Ramón Horcajada

Edeumonía

Ramón Horcajada


Mera vida

13/01/2023

Hay una tentación profunda en el ser humano que es la de buscar en el otro la confirmación constante de sí mismo. Si la tentación de por sí puede ser evitada, también puede ser promovida cuando el mundo es habitado por sujetos que buscan constantemente permanecer encerrados en sí mismos y cuyo horizonte hermenéutico de su existencia es incapaz de ir más allá de su puro ego. Este sujeto reduce todo a objeto de consumo, incluyendo al propio prójimo, y vive obsesionado por esa zona de confort, como dicen hoy, que es el «sí mismo» pero que no deja de ser el mundo de lo «igual», de «lo que hay», como gustaba decir a Levinas. «Lo que hay» es el mundo de lo mismo, del «sí mismo», en el que ya no hay transcendencia ni novedad, que es lo que supone el otro.
Hemos olvidado que hablar de la relación, siguiendo con Levinas y Derrida, es hablar de la muerte. Hegel lo vio también cuando habló de la relación humana desde la perspectiva del amo y el esclavo: el amo es amo porque no ha temido a la muerte, mientras que el esclavo ha acabado como esclavo porque es incapaz de dejar de ver la muerte como una amenaza constante. El amo supera la vida, la «mera vida», como ha recordado Byung-Chul Han, mientras que el esclavo vive aferrado a esa mera vida, de ahí que haya optado por la esclavitud renunciando a volar en libertad, ha preferido la seguridad que concede la esclavitud y ha renunciado a la amenaza mortal que supone ser libre.
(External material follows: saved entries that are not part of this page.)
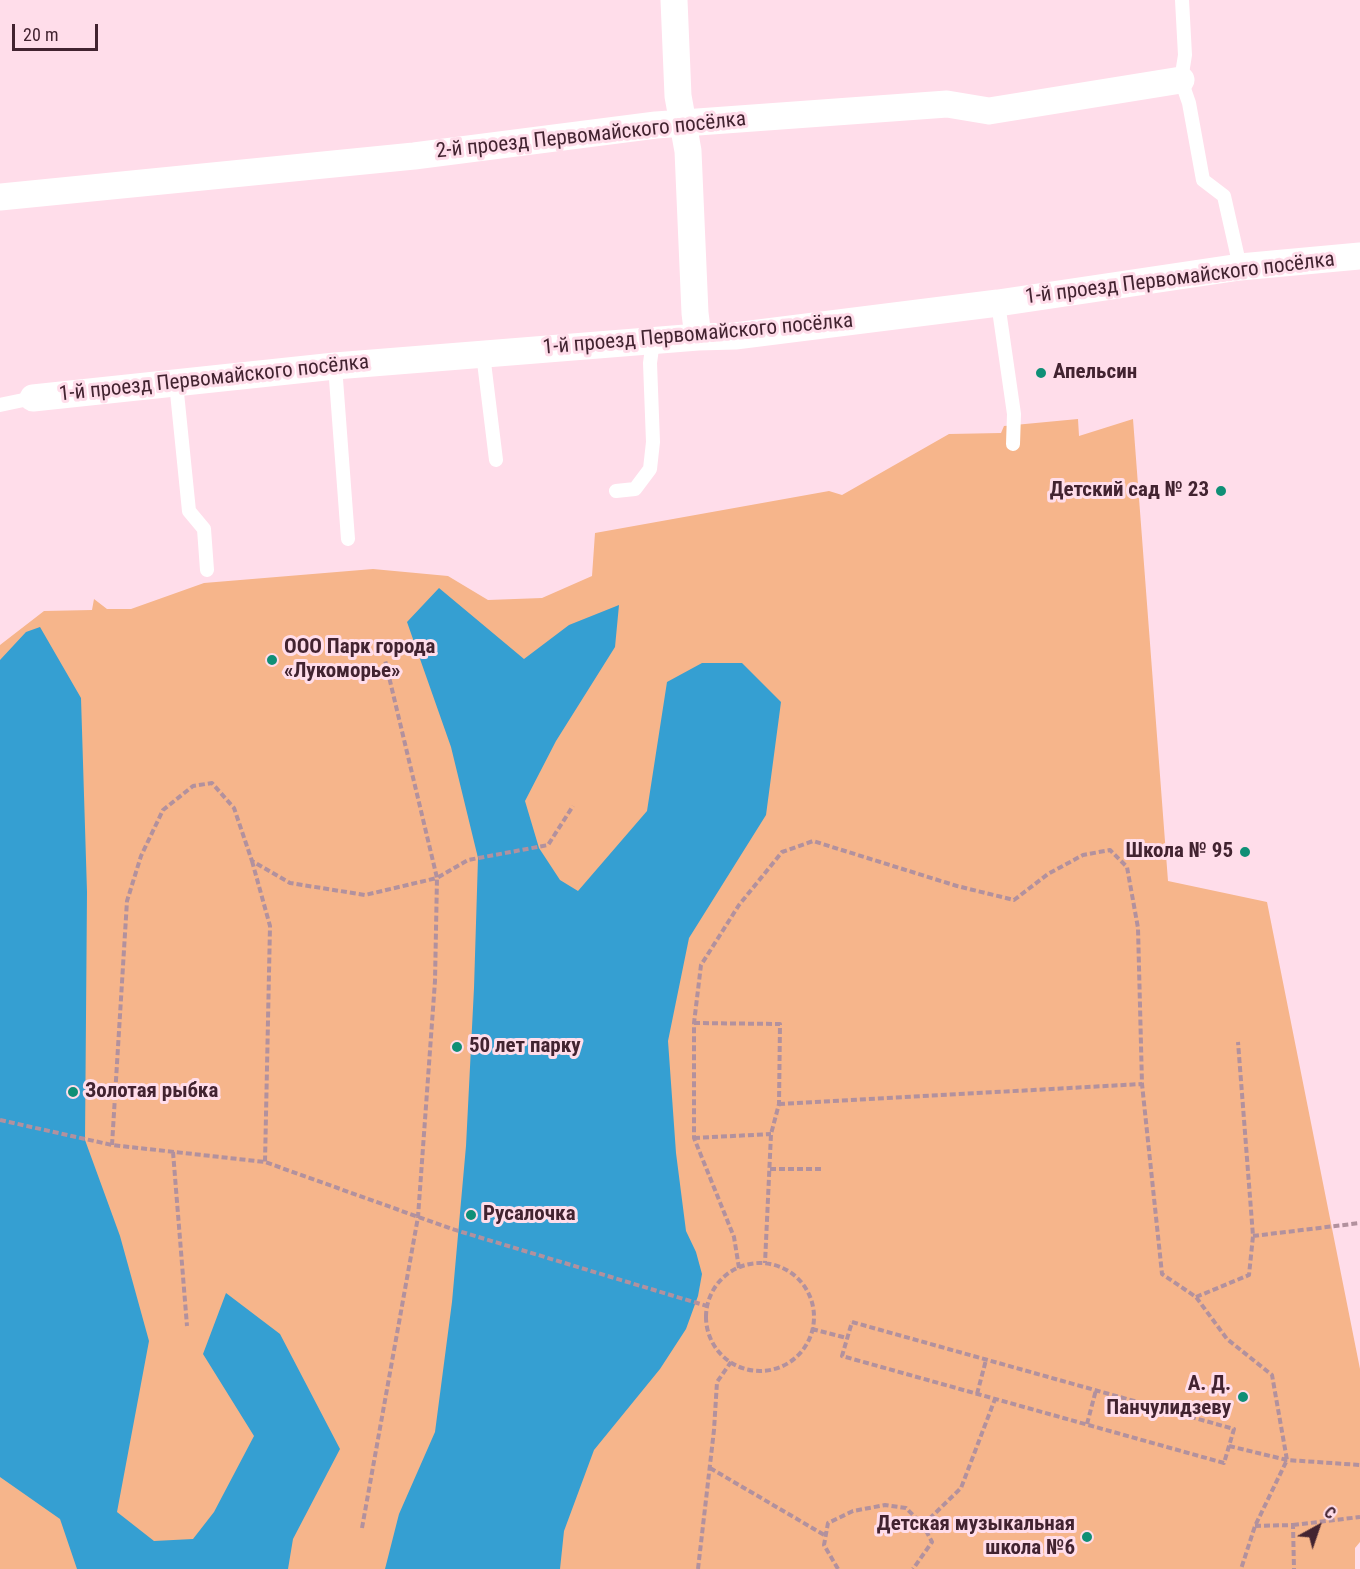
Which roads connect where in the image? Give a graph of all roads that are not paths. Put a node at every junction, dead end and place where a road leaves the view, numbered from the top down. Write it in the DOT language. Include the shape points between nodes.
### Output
graph roads {
  1 [pos="674,0"];
  2 [pos="1182,0"];
  3 [pos="1181,80"];
  4 [pos="683,123"];
  5 [pos="0,197"];
  6 [pos="1360,256"];
  7 [pos="1240,267"];
  8 [pos="998,303"];
  9 [pos="698,338"];
  10 [pos="653,341"];
  11 [pos="483,354"];
  12 [pos="335,366"];
  13 [pos="176,383"];
  14 [pos="33,398"];
  15 [pos="0,405"];
  16 [pos="1013,444"];
  17 [pos="496,460"];
  18 [pos="616,490"];
  19 [pos="348,538"];
  20 [pos="207,570"];
  1 -- 4 [label="street" via="678,96"];
  2 -- 3 [label="lane" via="1185,55"];
  3 -- 4 [label="street, 2-й проезд Первомайского посёлка" via="989,111 947,104"];
  3 -- 7 [label="lane" via="1203,180 1224,196"];
  4 -- 5 [label="street, 2-й проезд Первомайского посёлка" via="414,156"];
  4 -- 9 [label="street" via="688,151"];
  6 -- 7 [label="street, 1-й проезд Первомайского посёлка"];
  7 -- 8 [label="street, 1-й проезд Первомайского посёлка"];
  8 -- 9 [label="street, 1-й проезд Первомайского посёлка"];
  8 -- 16 [label="lane" via="1014,414"];
  9 -- 10 [label="street, 1-й проезд Первомайского посёлка"];
  10 -- 11 [label="street, 1-й проезд Первомайского посёлка"];
  10 -- 18 [label="lane" via="650,469 635,489"];
  11 -- 12 [label="street, 1-й проезд Первомайского посёлка"];
  11 -- 17 [label="lane"];
  12 -- 13 [label="street, 1-й проезд Первомайского посёлка"];
  12 -- 19 [label="lane"];
  13 -- 14 [label="street, 1-й проезд Первомайского посёлка"];
  13 -- 20 [label="lane" via="189,511 204,529"];
  14 -- 15 [label="lane"];
}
E. Fromm también supo intuir esta cuestión en su libro El miedo a la libertad, y es que quien no ha aprendido a saber morir no arriesga nada, quien no se descubre limitado y mortal se dedica a vivir su vida como una acumulación de pequeñas muertes que suponen esas esclavitudes en las que acabamos encerrados a lo largo de nuestra vida. Platón supo verlo también y nos lo transmitió en el mito de la caverna.
Emmanuel Mounier me enseñó que cada esclavitud buscada es la búsqueda de una dosis de seguridad en la que buscamos el consuelo de gozarnos a nosotros mismos, pero en la que al mismo tiempo nos encerramos en la más pura soledad, en la más pura mera vida, añado yo. Y eso es lo único que proporcionan el estoicismo o las técnicas orientales que de forma tan masiva buscan nuestros conciudadanos (cuyo lema recuerda a aquel «tengo que amarme lo suficiente como para no necesitar a los demás para ser feliz»), consuelos con los que vivir de forma más dulce la esclavitud de la mera vida negando la muerte desde la más absoluta soledad y desde la obsesión por la salud, otra de las esclavitudes actuales. No es cuestión baladí que la única salida que nos quede hayan sido las terapias. Pero siempre en la misma dinámica, la del esclavo sometido al amo, aunque ese amo sea el «sí mismo» endiosado y anarcisado, muerto en vida, en la mera vida.
El consumo, el hedonismo, el individualismo, han hecho olvidarnos de quiénes somos realmente. La «vida buena» de los griegos la desvirtuamos reduciéndola a «buena vida» y después no nos ha quedado más remedio que conformarnos con la «mera vida». Es eso lo único que son capaces de ofrecernos nuestros políticos. La nueva ley educativa es una ley de mera vida; todo lo que sale por la boca de nuestra ministra de Igualdad, el «sí es sí» o lo que sea, es mera vida (uno no sabe si habla de un goce constante o de una desconfianza continua cuando habla de las relaciones); los cantos de sirena de subvenciones y ayudas con los que comprar nuestros votos, nuestra libertad, a la búsqueda de esclavizarnos en más seguridades, son mera vida, dinero podrido que nos pudre. Políticas de supervivencia.
Salir de la mera vida es algo más que todo esto. Es dejar de ser, de nuevo Levinas, y mirar cara a cara a la muerte que soy para saberme libre, libre para amar de verdad, libre para el encuentro auténtico, el que exige la pequeña muerte de los que se encuentran para que el otro sea quien tiene que llegar a ser. Lo demás son discursos frívolos, mediocres y ridículos, aunque los diga la Pedroche ataviada con lo que quiera. El amor verdadero pasa por la muerte, por el don del otro, y el narcisista esto ni lo huele. «El superviviente equivale a un no muerto, que está demasiado muerto para vivir y demasiado vivo para morir» (Byung-Chul Han).